Entranced in contemplation vague yet sweet,
I watch'd its vagrant course and rippling wake,
Till I forgot the sun amidst the heavens.
It closed, sunk, dwindled to a point, then nothing:
While the last bubble crown'd the dimpling eddy
Through which mine eye still giddily pursued it,
A joyous creature vaulted through the air,—
The aspiring fish that fain would be a bird,
On long light wings, that flung a diamond shower
Of dew-drops round its evanescent form,
Sprang into light, and instantly descended.

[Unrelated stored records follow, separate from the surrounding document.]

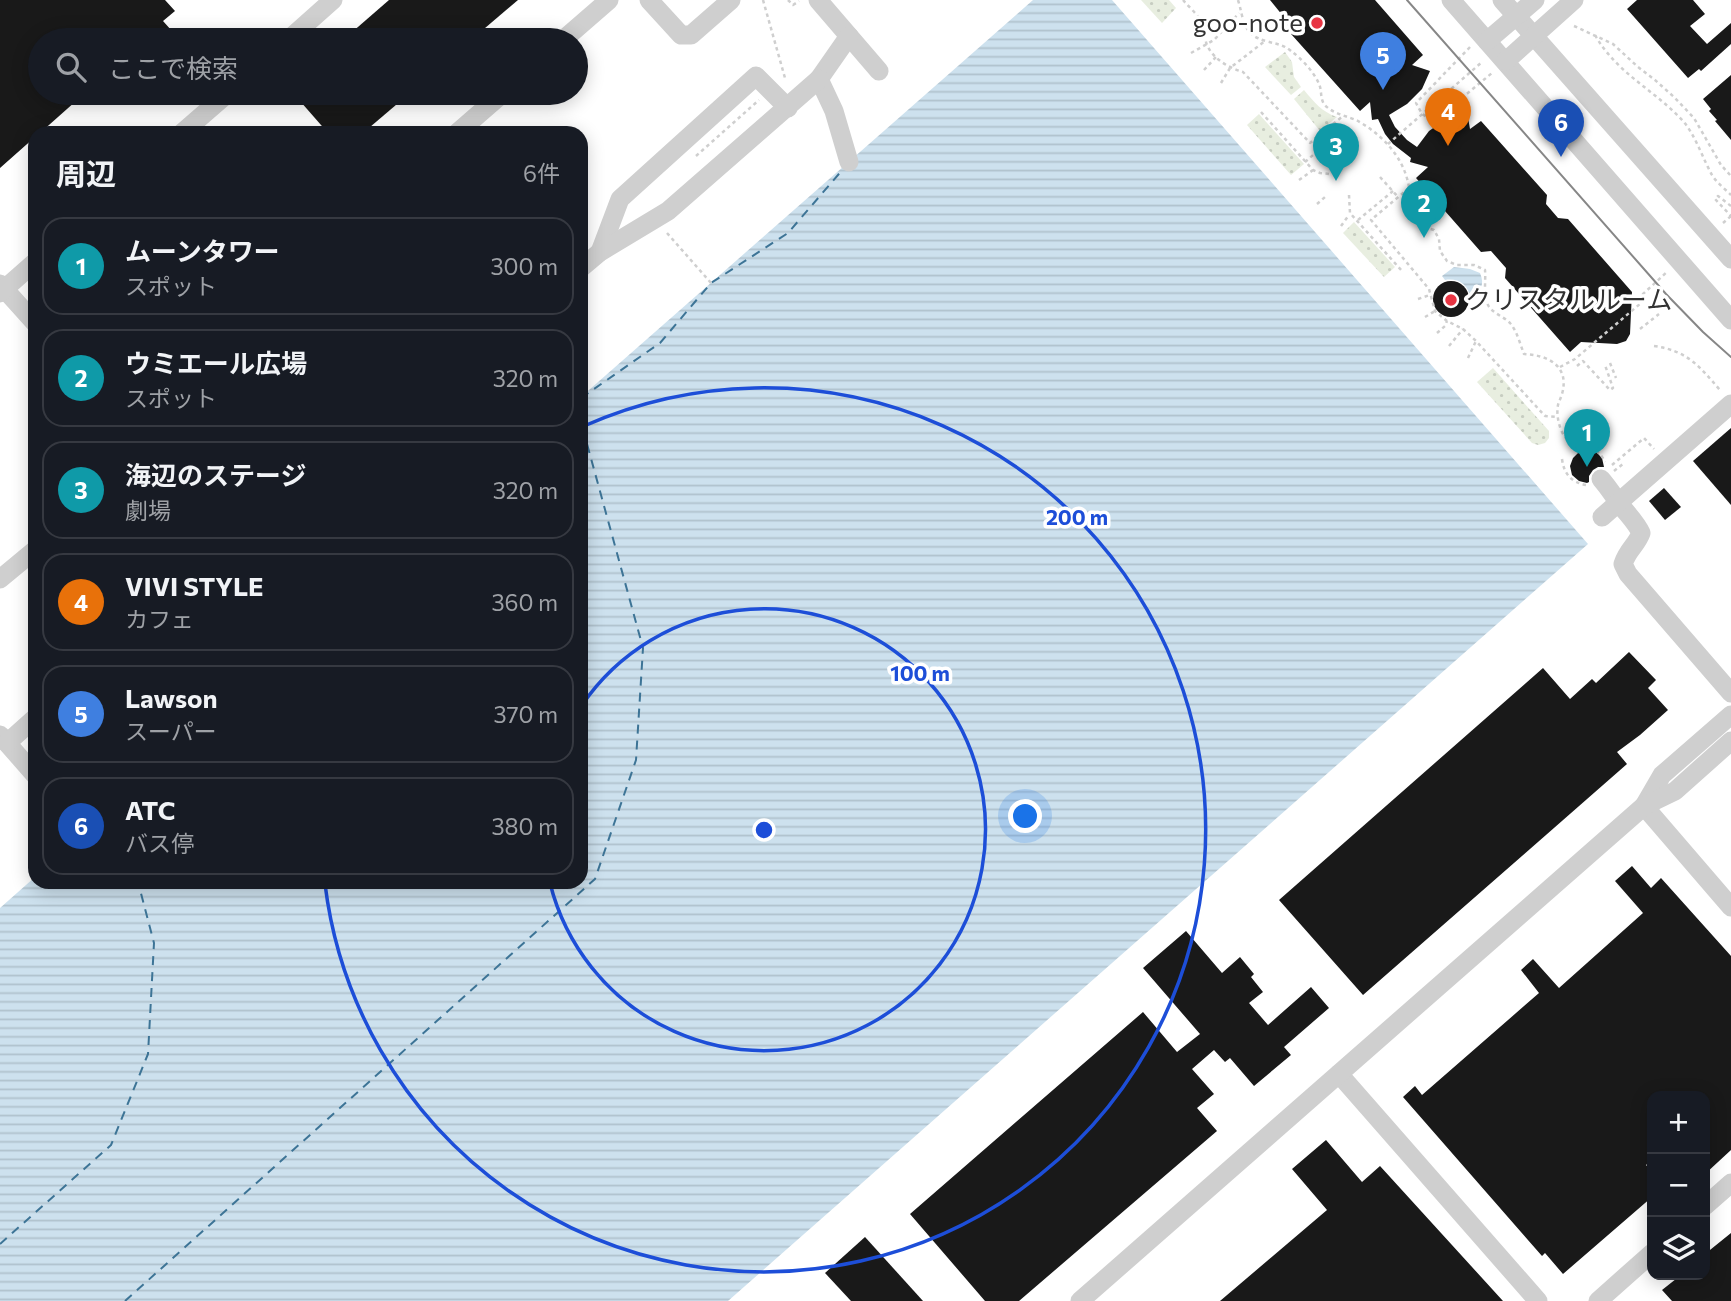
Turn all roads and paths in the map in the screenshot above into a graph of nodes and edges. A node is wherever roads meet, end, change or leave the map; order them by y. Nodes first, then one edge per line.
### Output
1 (333, 0) edge
2 (609, 0) edge
3 (649, 0) edge
4 (731, 0) edge
5 (818, 0) edge
6 (1183, 0) edge
7 (1238, 0) edge
8 (1451, 0) edge
9 (1502, 0) edge
10 (1535, 0) edge
11 (1574, 0) edge
12 (789, 1) edge
13 (799, 1) edge
14 (1240, 13) junction
15 (1516, 16) junction
16 (1574, 26) dead end
17 (302, 28) edge
18 (577, 28) edge
19 (1595, 35) junction
20 (849, 36) junction
21 (1533, 36) junction
22 (1265, 41) junction
23 (1206, 44) junction
24 (1478, 44) junction
25 (1191, 54) dead end
26 (1217, 57) junction
27 (1482, 62) dead end
28 (1499, 67) junction
29 (1230, 68) junction
30 (1204, 70) dead end
31 (879, 71) dead end
32 (819, 79) junction
33 (1221, 83) dead end
34 (214, 105) edge
35 (489, 105) edge
36 (788, 108) junction
37 (1261, 112) dead end
38 (1422, 114) junction
39 (1343, 116) junction
40 (190, 126) edge
41 (465, 126) edge
42 (1343, 132) dead end
43 (1322, 133) dead end
44 (1316, 138) dead end
45 (1326, 143) dead end
46 (1388, 144) junction
47 (1355, 145) dead end
48 (849, 162) dead end
49 (1306, 162) junction
50 (1313, 170) junction
51 (1330, 174) dead end
52 (1731, 176) edge
53 (1380, 177) dead end
54 (1299, 180) dead end
55 (1409, 188) junction
56 (1393, 191) junction
57 (1349, 195) dead end
58 (1731, 195) edge
59 (1325, 197) dead end
60 (1398, 197) junction
61 (1317, 204) dead end
62 (1731, 206) edge
63 (1350, 213) junction
64 (1731, 216) edge
65 (1358, 220) junction
66 (1341, 226) dead end
67 (600, 252) junction
68 (1731, 259) edge
69 (588, 262) edge
70 (28, 268) edge
71 (1402, 271) dead end
72 (708, 279) dead end
73 (711, 283) dead end
74 (2, 288) edge
75 (1643, 294) dead end
76 (1430, 295) junction
77 (1418, 299) dead end
78 (1435, 311) junction
79 (1659, 314) dead end
80 (28, 316) edge
81 (1425, 317) dead end
82 (1731, 320) edge
83 (1447, 321) junction
84 (1463, 329) junction
85 (1640, 329) dead end
86 (1437, 333) dead end
87 (1476, 341) junction
88 (1449, 346) dead end
89 (1654, 346) dead end
90 (1468, 358) dead end
91 (1610, 363) dead end
92 (1605, 365) dead end
93 (1577, 366) dead end
94 (1559, 367) junction
95 (1616, 378) dead end
96 (1728, 400) edge
97 (1558, 417) junction
98 (1658, 453) dead end
99 (1562, 459) dead end
100 (1603, 474) junction
101 (1619, 503) junction
102 (1602, 517) dead end
103 (28, 556) edge
104 (0, 579) edge
105 (1731, 693) edge
106 (1731, 715) edge
107 (28, 723) edge
108 (3, 739) edge
109 (1731, 741) edge
110 (28, 767) edge
111 (1644, 806) junction
112 (1731, 907) edge
113 (1339, 1074) junction
114 (1731, 1183) edge
115 (1710, 1202) edge
116 (1647, 1257) edge
117 (1080, 1301) edge
118 (1538, 1301) edge
119 (1598, 1301) edge

1 - 17 street
2 - 18 street
3 - 4 street
5 - 20 street
6 - 23 path
7 - 14 path
8 - 24 street
9 - 15 street
10 - 15 street
11 - 21 street
12 - 13 path
14 - 22 path
14 - 23 path
15 - 21 street
15 - 24 street
16 - 19 path
19 - 52 path
19 - 58 path
20 - 31 street
20 - 32 street
21 - 28 street
21 - 68 street
22 - 29 path
22 - 39 path
23 - 25 path
23 - 26 path
24 - 28 street
24 - 38 path
26 - 29 path
26 - 30 path
27 - 38 path
28 - 38 path
28 - 82 street
29 - 33 path
29 - 44 path
32 - 36 street
32 - 48 street
34 - 40 street
35 - 41 street
36 - 67 street
36 - 67 street
37 - 49 path
38 - 46 path
39 - 43 path
39 - 46 path
42 - 47 path
45 - 49 path
46 - 55 path
49 - 50 path
50 - 51 path
50 - 54 path
53 - 56 path
55 - 60 path
55 - 94 path
56 - 60 path
56 - 65 path
57 - 63 path
59 - 61 path
60 - 76 path
62 - 64 path
63 - 65 path
63 - 66 path
65 - 71 path
67 - 69 street
70 - 74 street
72 - 73 path
74 - 80 street
75 - 94 path
76 - 77 path
76 - 78 path
78 - 81 path
78 - 83 path
79 - 85 path
83 - 84 path
83 - 86 path
84 - 87 path
84 - 88 path
87 - 90 path
87 - 97 path
89 - 96 path
91 - 95 path
92 - 93 path
94 - 97 path
96 - 101 street
97 - 100 path
98 - 100 path
99 - 100 path
100 - 101 street
101 - 102 street
101 - 105 street
103 - 104 street
106 - 111 street
107 - 108 street
108 - 110 street
109 - 111 street
111 - 112 street
111 - 113 street
113 - 117 street
113 - 118 street
114 - 115 street
116 - 119 street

Ere I could greet the stranger as a friend,
Or mourn his quick departure,—on the surge,
A shoal of Dolphins, tumbling in wild glee,
Glow'd with such orient tints, they might have been
The rainbow's offspring, when it met the ocean
In that resplendent vision I had seen.
While yet in ecstasy o'er these I hung,
With every motion pouring out fresh beauties,
As though the conscious colours came and went
At pleasure, glorying in their subtle changes,—
Enormous o'er the flood, Leviathan
Look'd forth, and from his roaring nostrils sent
Two fountains to the sky, then plunged amain
In headlong pastime through the closing gulf.
These were but preludes to the revelry
That reign'd at sunset: then the deep let loose
Its blithe adventurers to sport at large,
As kindly instinct taught them; buoyant shells,
On stormless voyages, in fleets or single,
Wherried their tiny mariners; aloof,

104

On wing-like fins, in bow-and-arrow figures,
The flying fishes darted to and fro;
While spouting Whales projected wat'ry columns,
That turn'd to arches at their height, and seem'd
The skeletons of crystal palaces
Built on the blue expanse, then perishing,
Frail as the element which they were made of:
Dolphins, in gambols, lent the lucid brine
Hues richer than the canopy of eve,
That overhung the scene with gorgeous clouds,
Decaying into gloom more beautiful
Than the sun's golden liveries which they lost:
Till light that hides, and darkness that reveals,
The stars,—exchanging guard, like sentinels
Of day and night,—transform'd the face of nature:
Above was wakefulness, silence around,
Beneath repose,—repose that reach'd even me.
Power, will, sensation, memory, fail'd in turn;
My very essence seem'd to pass away,
Like a thin cloud that melts across the moon,
Lost in the blue immensity of heaven.